- Instructions to follow -
Write out the whole listing exactly; no images belong in it.

- Given data -

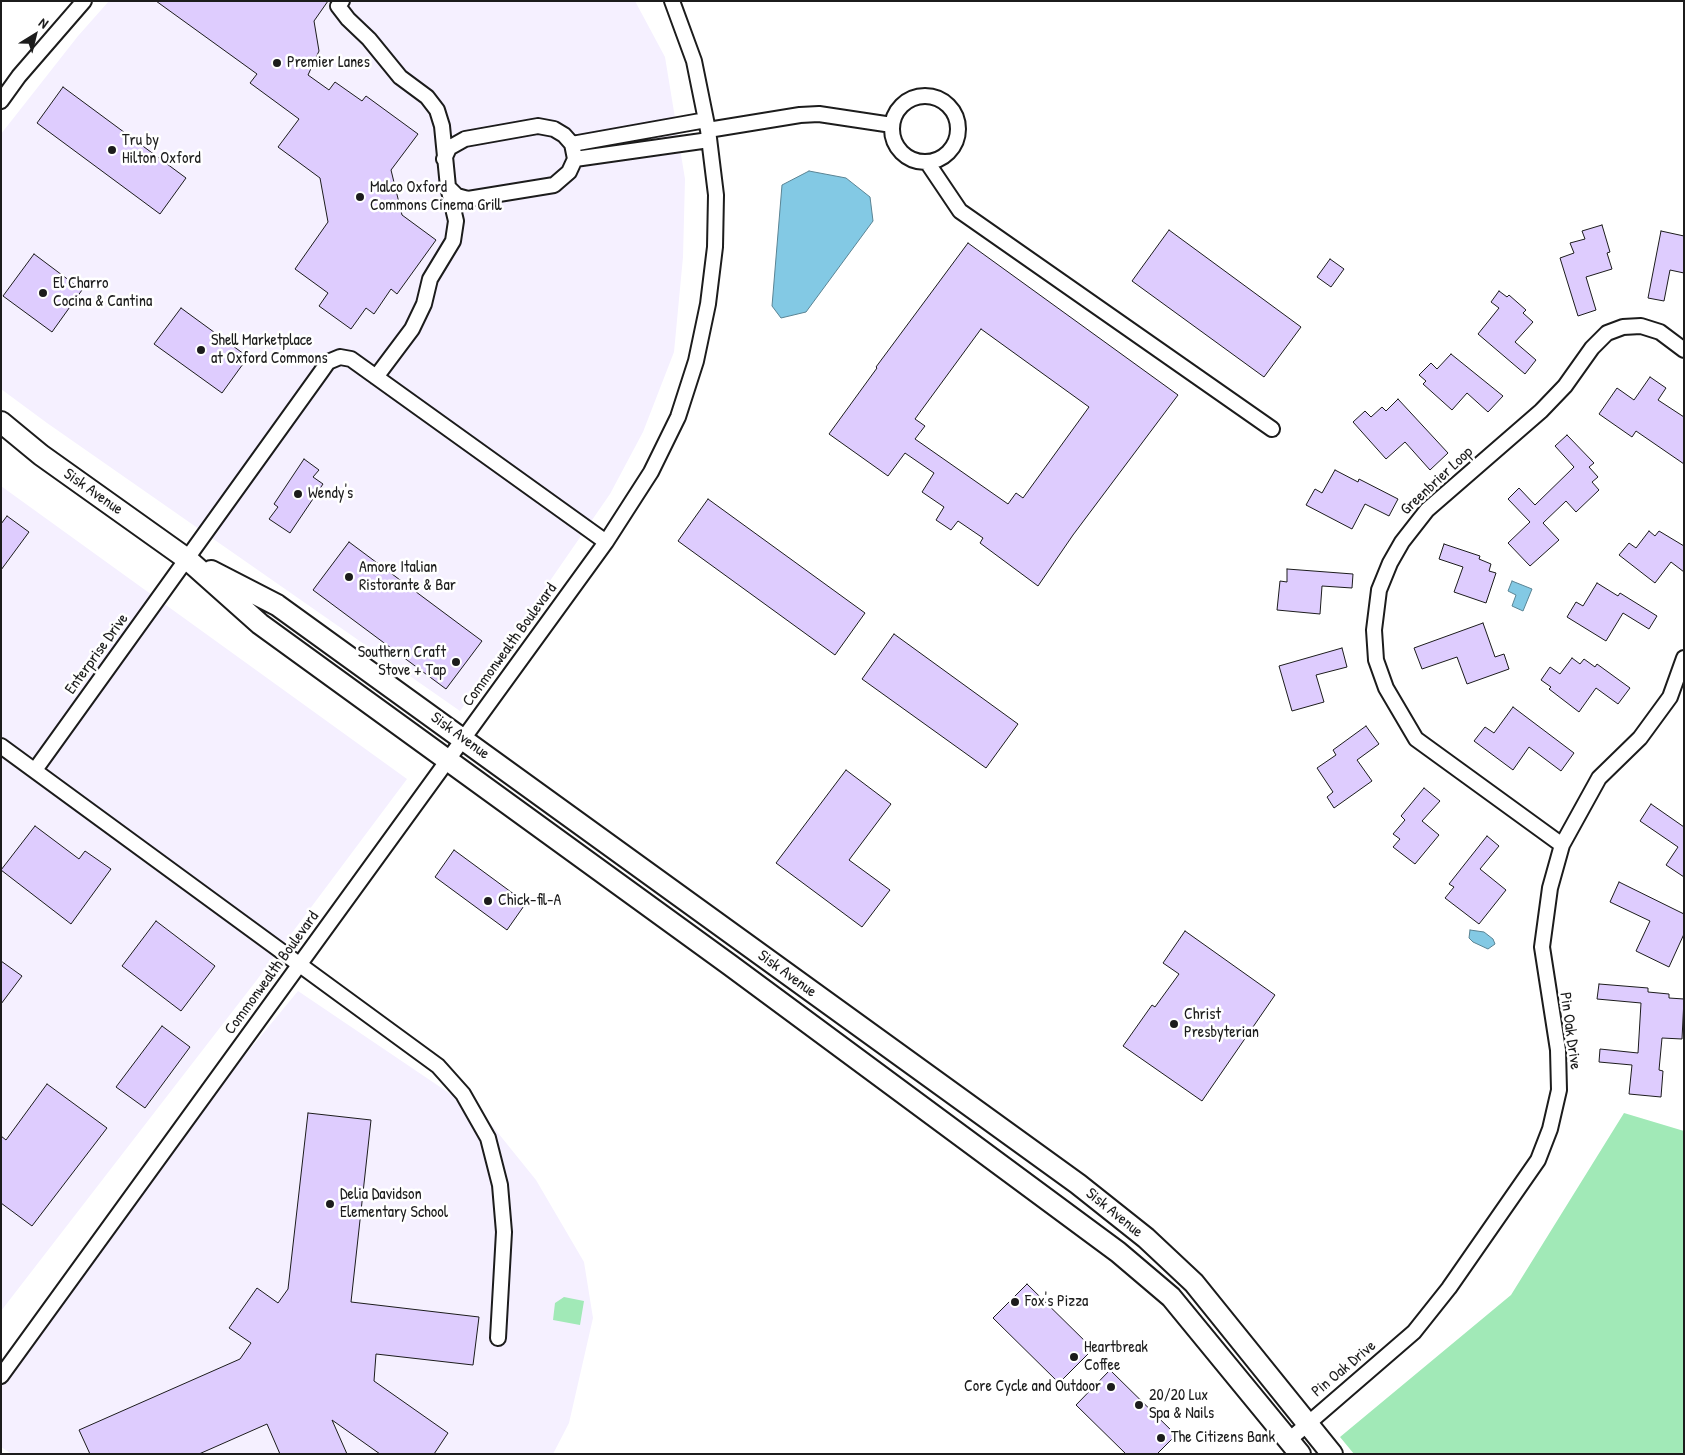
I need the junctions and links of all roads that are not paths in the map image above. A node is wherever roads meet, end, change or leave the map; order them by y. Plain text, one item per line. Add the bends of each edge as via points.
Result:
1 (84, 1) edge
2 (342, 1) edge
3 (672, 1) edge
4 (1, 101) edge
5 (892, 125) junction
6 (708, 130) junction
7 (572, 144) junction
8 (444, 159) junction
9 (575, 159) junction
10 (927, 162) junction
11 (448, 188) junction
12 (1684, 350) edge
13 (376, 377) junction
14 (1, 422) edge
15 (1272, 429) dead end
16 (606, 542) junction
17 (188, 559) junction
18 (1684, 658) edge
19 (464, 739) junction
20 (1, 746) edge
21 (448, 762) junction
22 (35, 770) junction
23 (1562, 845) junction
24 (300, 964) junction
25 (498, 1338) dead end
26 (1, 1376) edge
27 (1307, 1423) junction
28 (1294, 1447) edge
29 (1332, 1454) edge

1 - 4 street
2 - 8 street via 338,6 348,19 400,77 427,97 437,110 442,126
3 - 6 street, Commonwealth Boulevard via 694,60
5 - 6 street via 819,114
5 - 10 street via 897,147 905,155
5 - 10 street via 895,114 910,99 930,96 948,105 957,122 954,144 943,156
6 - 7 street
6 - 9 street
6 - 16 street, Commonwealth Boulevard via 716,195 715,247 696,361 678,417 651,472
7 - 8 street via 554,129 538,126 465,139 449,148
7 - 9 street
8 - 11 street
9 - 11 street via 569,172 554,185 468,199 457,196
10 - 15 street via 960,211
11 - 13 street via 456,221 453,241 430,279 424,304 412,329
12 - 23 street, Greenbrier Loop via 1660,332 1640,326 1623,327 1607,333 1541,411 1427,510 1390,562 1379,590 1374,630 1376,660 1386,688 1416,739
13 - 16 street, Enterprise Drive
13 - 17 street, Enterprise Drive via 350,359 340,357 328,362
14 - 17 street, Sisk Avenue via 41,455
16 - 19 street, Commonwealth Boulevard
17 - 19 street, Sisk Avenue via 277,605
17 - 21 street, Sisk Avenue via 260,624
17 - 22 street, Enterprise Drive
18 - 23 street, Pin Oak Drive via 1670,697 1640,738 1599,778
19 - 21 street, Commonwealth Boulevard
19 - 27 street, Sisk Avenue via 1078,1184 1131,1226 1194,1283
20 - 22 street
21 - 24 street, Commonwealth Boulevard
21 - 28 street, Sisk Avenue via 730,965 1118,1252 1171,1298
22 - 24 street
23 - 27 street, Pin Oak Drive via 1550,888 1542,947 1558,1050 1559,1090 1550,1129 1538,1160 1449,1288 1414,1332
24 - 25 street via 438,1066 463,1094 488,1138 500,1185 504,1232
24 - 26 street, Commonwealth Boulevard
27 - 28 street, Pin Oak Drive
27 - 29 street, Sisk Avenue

- Final answer -
I need the junctions and links of all roads that are not paths in the map image above. A node is wherever roads meet, end, change or leave the map; order them by y. Plain text, one item per line. Add the bends of each edge as via points.
Result:
1 (84, 1) edge
2 (342, 1) edge
3 (672, 1) edge
4 (1, 101) edge
5 (892, 125) junction
6 (708, 130) junction
7 (572, 144) junction
8 (444, 159) junction
9 (575, 159) junction
10 (927, 162) junction
11 (448, 188) junction
12 (1684, 350) edge
13 (376, 377) junction
14 (1, 422) edge
15 (1272, 429) dead end
16 (606, 542) junction
17 (188, 559) junction
18 (1684, 658) edge
19 (464, 739) junction
20 (1, 746) edge
21 (448, 762) junction
22 (35, 770) junction
23 (1562, 845) junction
24 (300, 964) junction
25 (498, 1338) dead end
26 (1, 1376) edge
27 (1307, 1423) junction
28 (1294, 1447) edge
29 (1332, 1454) edge

1 - 4 street
2 - 8 street via 338,6 348,19 400,77 427,97 437,110 442,126
3 - 6 street, Commonwealth Boulevard via 694,60
5 - 6 street via 819,114
5 - 10 street via 897,147 905,155
5 - 10 street via 895,114 910,99 930,96 948,105 957,122 954,144 943,156
6 - 7 street
6 - 9 street
6 - 16 street, Commonwealth Boulevard via 716,195 715,247 696,361 678,417 651,472
7 - 8 street via 554,129 538,126 465,139 449,148
7 - 9 street
8 - 11 street
9 - 11 street via 569,172 554,185 468,199 457,196
10 - 15 street via 960,211
11 - 13 street via 456,221 453,241 430,279 424,304 412,329
12 - 23 street, Greenbrier Loop via 1660,332 1640,326 1623,327 1607,333 1541,411 1427,510 1390,562 1379,590 1374,630 1376,660 1386,688 1416,739
13 - 16 street, Enterprise Drive
13 - 17 street, Enterprise Drive via 350,359 340,357 328,362
14 - 17 street, Sisk Avenue via 41,455
16 - 19 street, Commonwealth Boulevard
17 - 19 street, Sisk Avenue via 277,605
17 - 21 street, Sisk Avenue via 260,624
17 - 22 street, Enterprise Drive
18 - 23 street, Pin Oak Drive via 1670,697 1640,738 1599,778
19 - 21 street, Commonwealth Boulevard
19 - 27 street, Sisk Avenue via 1078,1184 1131,1226 1194,1283
20 - 22 street
21 - 24 street, Commonwealth Boulevard
21 - 28 street, Sisk Avenue via 730,965 1118,1252 1171,1298
22 - 24 street
23 - 27 street, Pin Oak Drive via 1550,888 1542,947 1558,1050 1559,1090 1550,1129 1538,1160 1449,1288 1414,1332
24 - 25 street via 438,1066 463,1094 488,1138 500,1185 504,1232
24 - 26 street, Commonwealth Boulevard
27 - 28 street, Pin Oak Drive
27 - 29 street, Sisk Avenue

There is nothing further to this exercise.